Globally, the wood stork is considered least concern by the International Union for Conservation of Nature due to its large range. In the United States, this bird is considered to be threatened, a recovery from its former status as endangered, which it held from 1984 to 2014 because of a decline in its population caused by habitat loss and drought. Similarly, in the state of Santa Catarina, Brazil, its decline seems to have been reversed; after an absence between the late 1960s and the mid-1990s, the species is now again regularly encountered there, in particular in the Tubarão River region.

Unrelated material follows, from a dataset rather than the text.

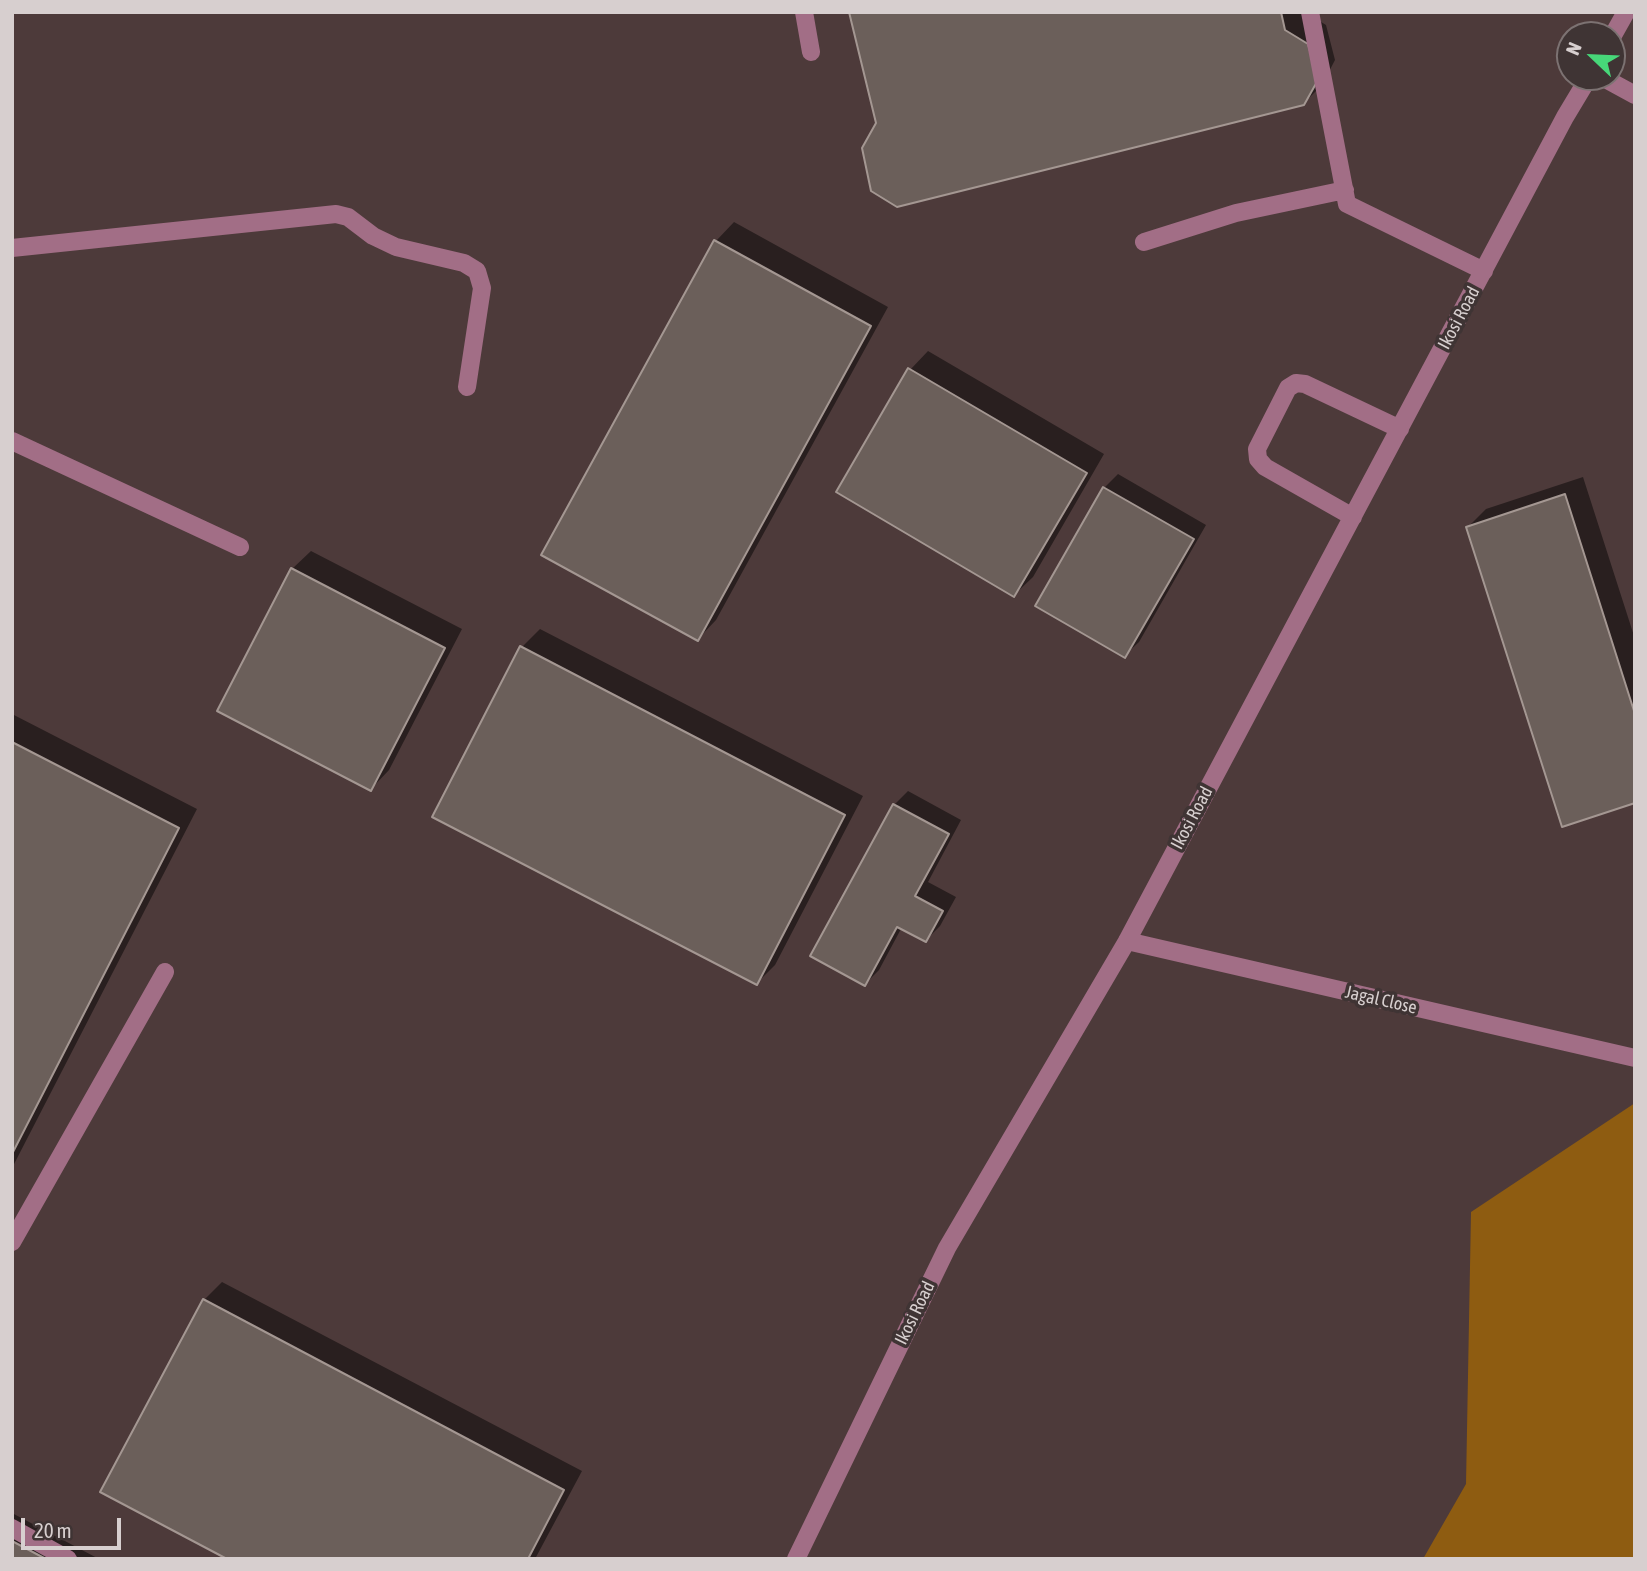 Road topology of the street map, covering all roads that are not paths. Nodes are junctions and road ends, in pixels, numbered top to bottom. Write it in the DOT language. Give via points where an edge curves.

The Paraná River region's wetlands likely served as a stronghold of the species, from where it is now recolonizing some of its former habitats.

=== Threats ===
Hunting and egg collecting by humans has been implicated as a factor in the decline of South American wood storks. Humans also cause nest failures through ecotourism; disturbance by tourists can have an effect on nesting success, with a study finding that nests that had boats passing by them within about 20 m had an average of 0.1 chicks fledging, compared to the normal rate for that area of about 0.9 chicks fledging per nest. Pedestrians watching from a distance of at least 75 m did not significantly affect nesting success.

Habitat alteration has been implicated as the main threat to wood stork populations in the United States. In the Everglades, levee and drainage systems have caused the timing of water fluctuations to change, thus shifting the timing of nesting and consequently a decrease in population.